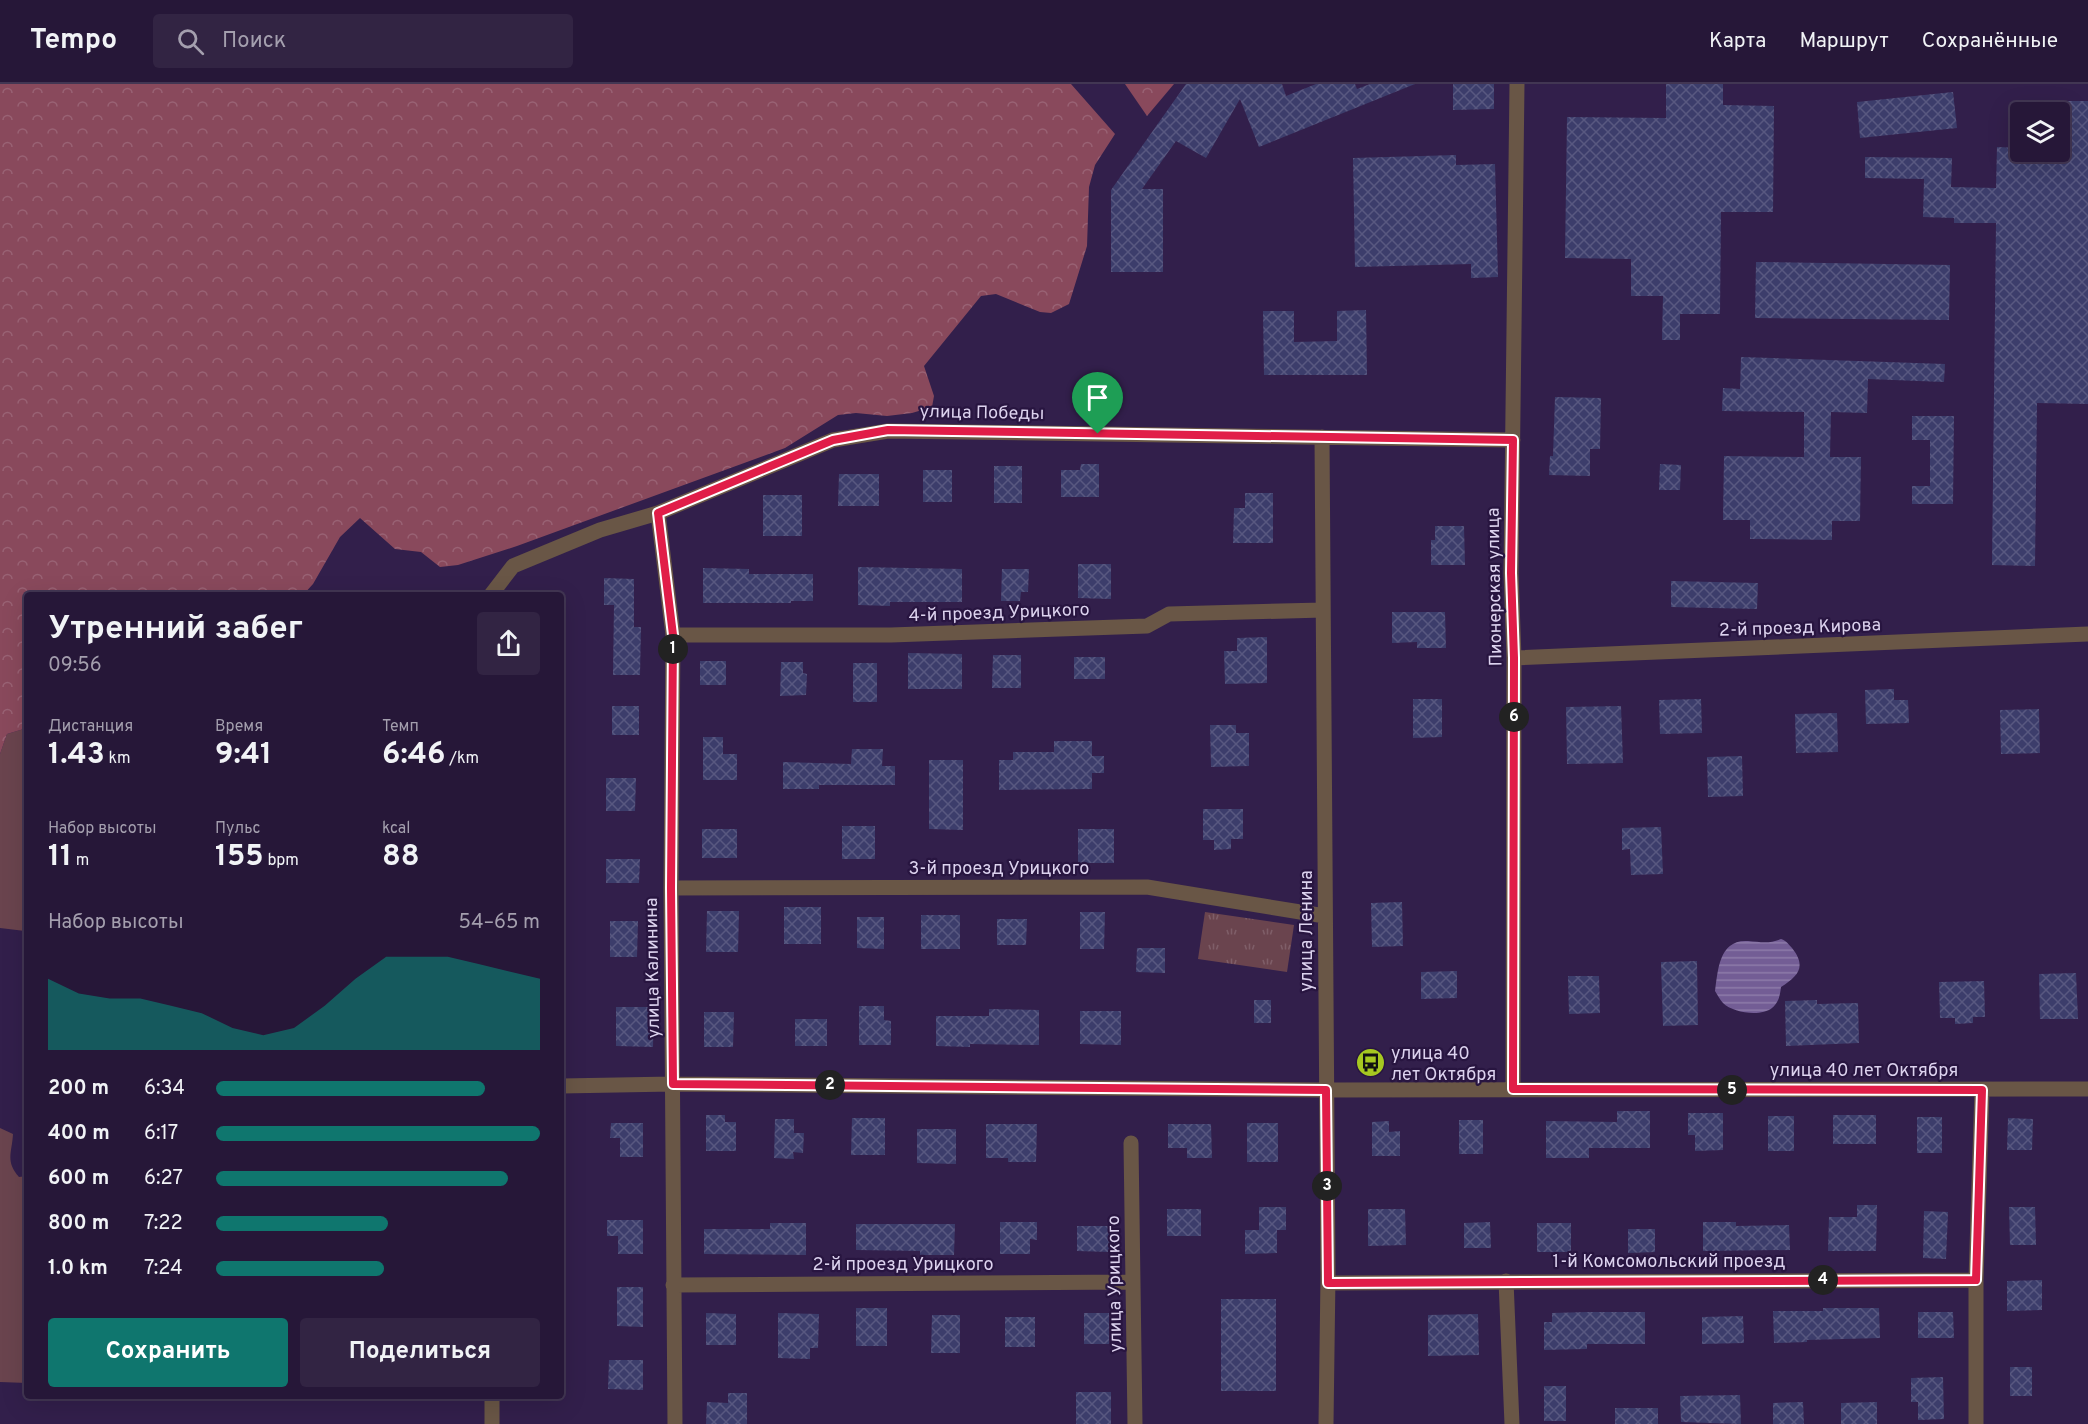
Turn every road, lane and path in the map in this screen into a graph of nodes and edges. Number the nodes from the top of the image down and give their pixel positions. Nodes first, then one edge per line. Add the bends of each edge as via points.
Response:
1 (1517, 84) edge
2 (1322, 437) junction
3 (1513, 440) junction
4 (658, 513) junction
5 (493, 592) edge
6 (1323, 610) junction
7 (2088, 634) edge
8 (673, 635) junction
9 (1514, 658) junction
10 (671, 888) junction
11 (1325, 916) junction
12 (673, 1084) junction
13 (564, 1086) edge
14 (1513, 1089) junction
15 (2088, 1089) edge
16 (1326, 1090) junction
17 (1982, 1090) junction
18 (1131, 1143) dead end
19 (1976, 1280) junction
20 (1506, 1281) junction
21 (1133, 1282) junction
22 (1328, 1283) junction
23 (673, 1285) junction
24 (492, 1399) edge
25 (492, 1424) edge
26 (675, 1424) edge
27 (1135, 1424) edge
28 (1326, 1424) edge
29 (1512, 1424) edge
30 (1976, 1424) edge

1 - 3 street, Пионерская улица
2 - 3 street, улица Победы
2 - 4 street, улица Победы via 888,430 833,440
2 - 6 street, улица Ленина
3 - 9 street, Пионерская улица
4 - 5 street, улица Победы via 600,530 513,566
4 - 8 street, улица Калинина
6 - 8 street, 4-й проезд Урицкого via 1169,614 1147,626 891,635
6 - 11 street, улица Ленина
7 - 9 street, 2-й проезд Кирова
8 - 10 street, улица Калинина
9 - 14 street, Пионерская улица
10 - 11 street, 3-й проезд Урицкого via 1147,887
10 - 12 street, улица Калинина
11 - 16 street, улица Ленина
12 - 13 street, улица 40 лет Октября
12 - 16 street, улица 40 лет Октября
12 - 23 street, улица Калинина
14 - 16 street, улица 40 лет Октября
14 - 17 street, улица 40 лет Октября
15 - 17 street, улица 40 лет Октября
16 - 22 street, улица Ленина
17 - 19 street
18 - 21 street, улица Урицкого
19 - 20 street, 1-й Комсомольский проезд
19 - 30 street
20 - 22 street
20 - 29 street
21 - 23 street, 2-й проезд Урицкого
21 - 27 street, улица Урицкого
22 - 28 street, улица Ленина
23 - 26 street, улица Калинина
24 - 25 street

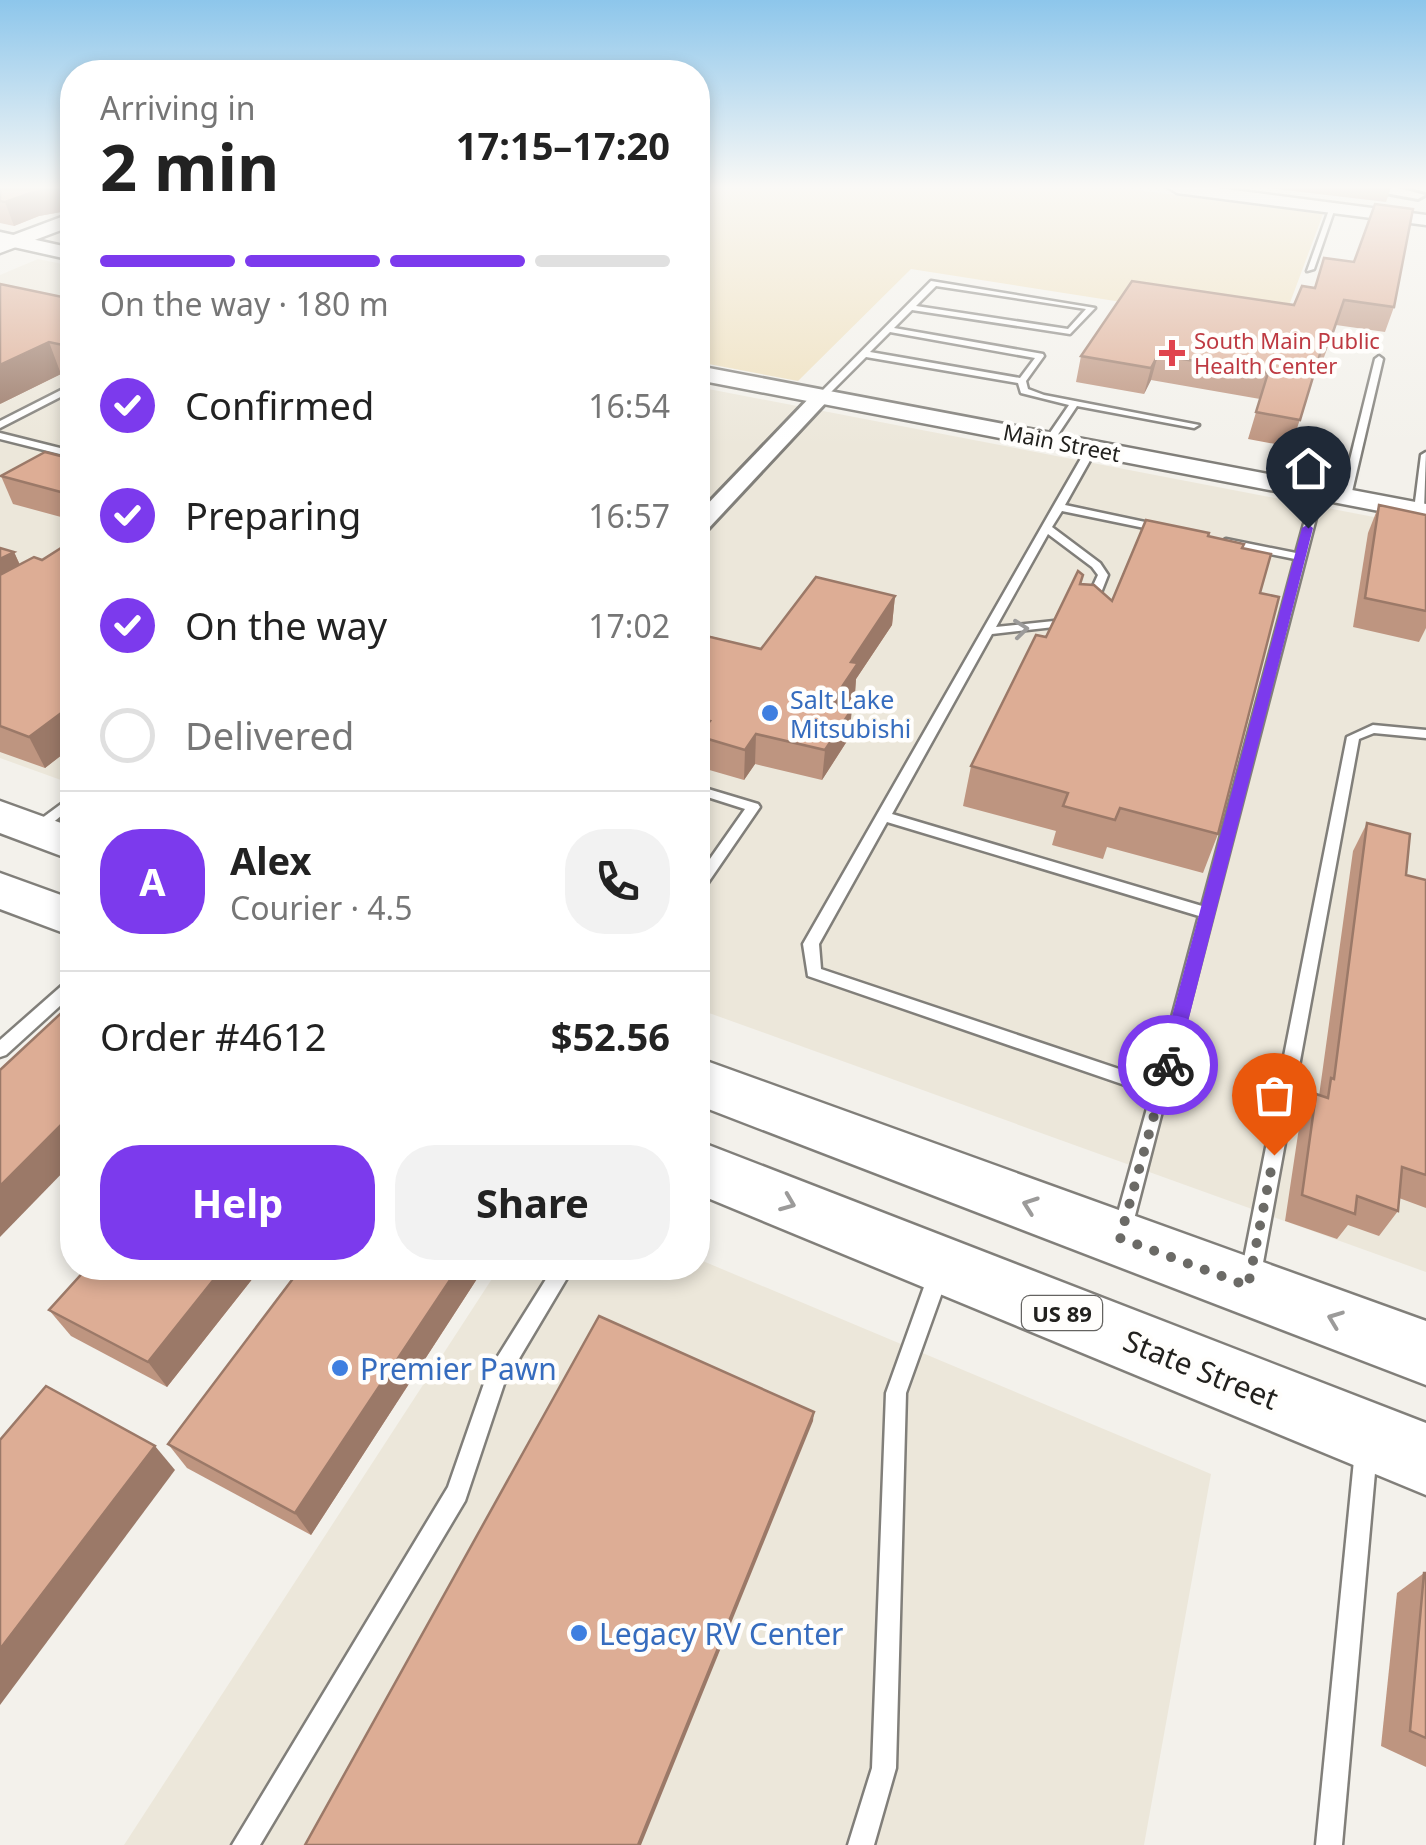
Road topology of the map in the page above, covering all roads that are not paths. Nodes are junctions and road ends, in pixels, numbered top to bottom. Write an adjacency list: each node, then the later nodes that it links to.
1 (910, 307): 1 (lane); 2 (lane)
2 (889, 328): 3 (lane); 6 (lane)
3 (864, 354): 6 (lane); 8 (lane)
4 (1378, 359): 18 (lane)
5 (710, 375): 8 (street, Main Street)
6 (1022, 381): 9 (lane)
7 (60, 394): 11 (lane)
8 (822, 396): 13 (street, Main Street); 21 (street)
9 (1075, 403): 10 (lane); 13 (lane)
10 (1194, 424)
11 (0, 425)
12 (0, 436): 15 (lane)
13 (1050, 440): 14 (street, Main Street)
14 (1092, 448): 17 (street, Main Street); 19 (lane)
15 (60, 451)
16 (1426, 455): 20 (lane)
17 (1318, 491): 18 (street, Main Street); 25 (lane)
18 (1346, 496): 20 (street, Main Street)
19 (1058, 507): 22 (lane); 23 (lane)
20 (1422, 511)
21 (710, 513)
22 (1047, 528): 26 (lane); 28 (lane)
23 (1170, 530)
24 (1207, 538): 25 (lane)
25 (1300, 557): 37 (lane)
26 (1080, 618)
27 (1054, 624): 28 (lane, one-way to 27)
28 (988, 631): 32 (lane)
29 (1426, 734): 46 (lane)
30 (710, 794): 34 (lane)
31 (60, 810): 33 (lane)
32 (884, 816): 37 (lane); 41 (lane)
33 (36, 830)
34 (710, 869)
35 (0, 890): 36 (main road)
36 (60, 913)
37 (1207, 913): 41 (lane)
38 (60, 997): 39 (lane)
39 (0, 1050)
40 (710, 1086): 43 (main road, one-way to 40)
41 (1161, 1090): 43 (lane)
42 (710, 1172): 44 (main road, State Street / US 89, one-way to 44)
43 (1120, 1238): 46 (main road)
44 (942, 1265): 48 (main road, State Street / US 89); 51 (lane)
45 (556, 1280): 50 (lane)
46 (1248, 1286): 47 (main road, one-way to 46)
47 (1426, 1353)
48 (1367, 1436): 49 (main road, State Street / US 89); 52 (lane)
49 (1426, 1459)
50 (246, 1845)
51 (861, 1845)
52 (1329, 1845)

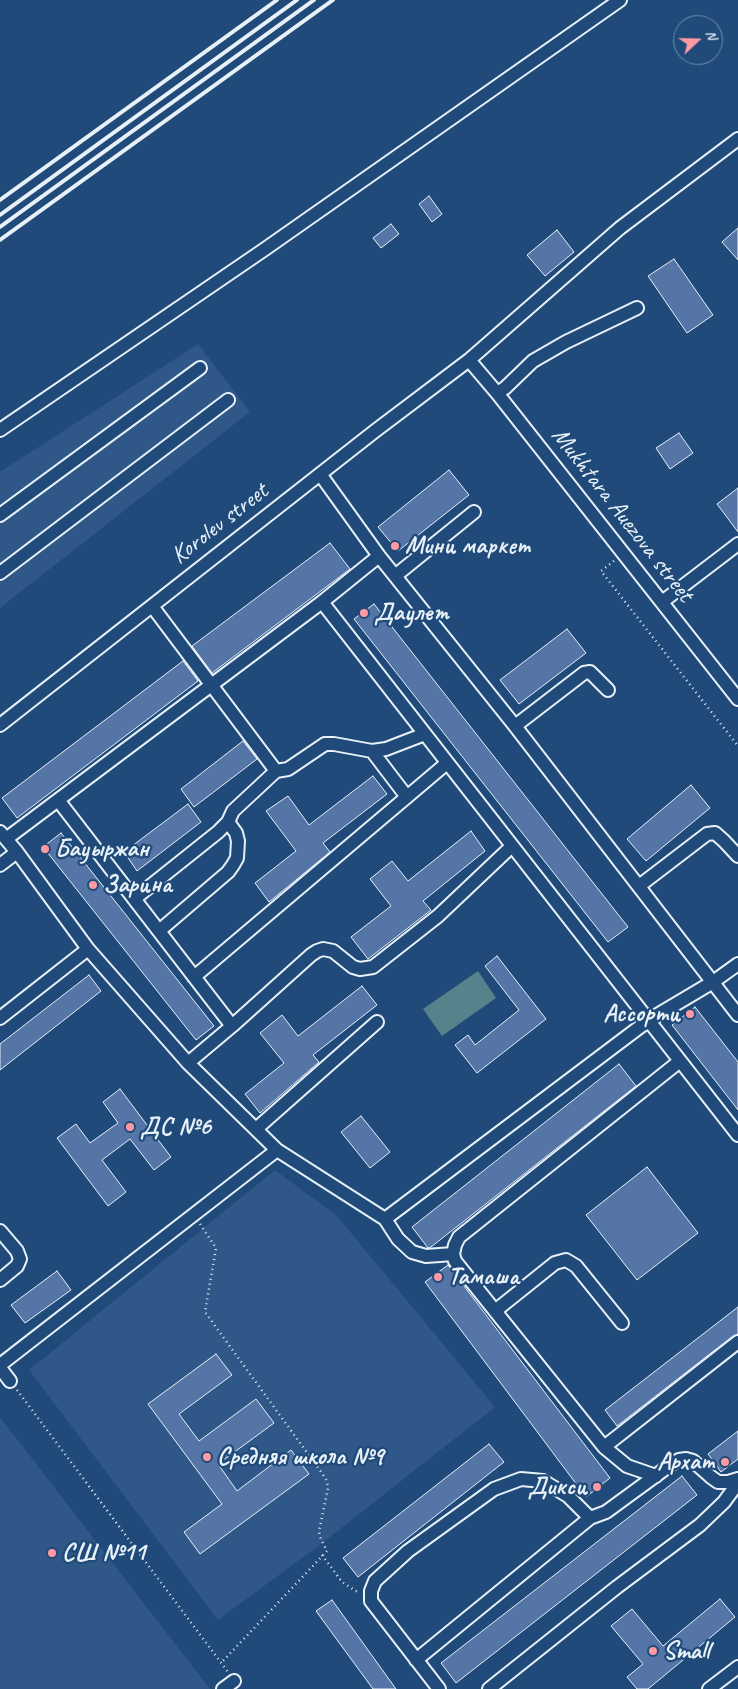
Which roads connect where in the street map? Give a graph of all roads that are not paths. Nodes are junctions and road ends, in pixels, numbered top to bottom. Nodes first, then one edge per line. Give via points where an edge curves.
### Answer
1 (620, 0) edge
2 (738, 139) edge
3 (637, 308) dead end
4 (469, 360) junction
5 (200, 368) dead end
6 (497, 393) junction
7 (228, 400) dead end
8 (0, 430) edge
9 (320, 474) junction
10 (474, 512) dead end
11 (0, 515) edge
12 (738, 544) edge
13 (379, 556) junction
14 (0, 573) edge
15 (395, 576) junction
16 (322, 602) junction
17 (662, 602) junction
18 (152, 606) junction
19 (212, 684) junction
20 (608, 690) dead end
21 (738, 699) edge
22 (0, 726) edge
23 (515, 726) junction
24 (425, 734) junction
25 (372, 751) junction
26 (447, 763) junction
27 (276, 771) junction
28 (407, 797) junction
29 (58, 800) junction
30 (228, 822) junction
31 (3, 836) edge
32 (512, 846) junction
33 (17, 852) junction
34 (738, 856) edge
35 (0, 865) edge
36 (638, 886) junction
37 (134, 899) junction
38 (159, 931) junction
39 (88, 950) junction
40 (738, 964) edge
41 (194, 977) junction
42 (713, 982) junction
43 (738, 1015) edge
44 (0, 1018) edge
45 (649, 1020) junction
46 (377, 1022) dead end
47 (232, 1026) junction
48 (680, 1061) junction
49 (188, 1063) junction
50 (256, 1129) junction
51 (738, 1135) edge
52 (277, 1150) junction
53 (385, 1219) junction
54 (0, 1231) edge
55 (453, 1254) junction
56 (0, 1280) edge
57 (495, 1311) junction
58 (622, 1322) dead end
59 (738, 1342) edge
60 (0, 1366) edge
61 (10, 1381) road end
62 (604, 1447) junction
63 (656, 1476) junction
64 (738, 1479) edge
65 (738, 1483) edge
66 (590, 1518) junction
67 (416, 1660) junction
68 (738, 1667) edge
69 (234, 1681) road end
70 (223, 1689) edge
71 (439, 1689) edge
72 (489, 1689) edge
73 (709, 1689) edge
★ ★ ★
What is being asked => Your answer should be one number: how many lines in the material hold the string "Пионерская".

Written answer => 3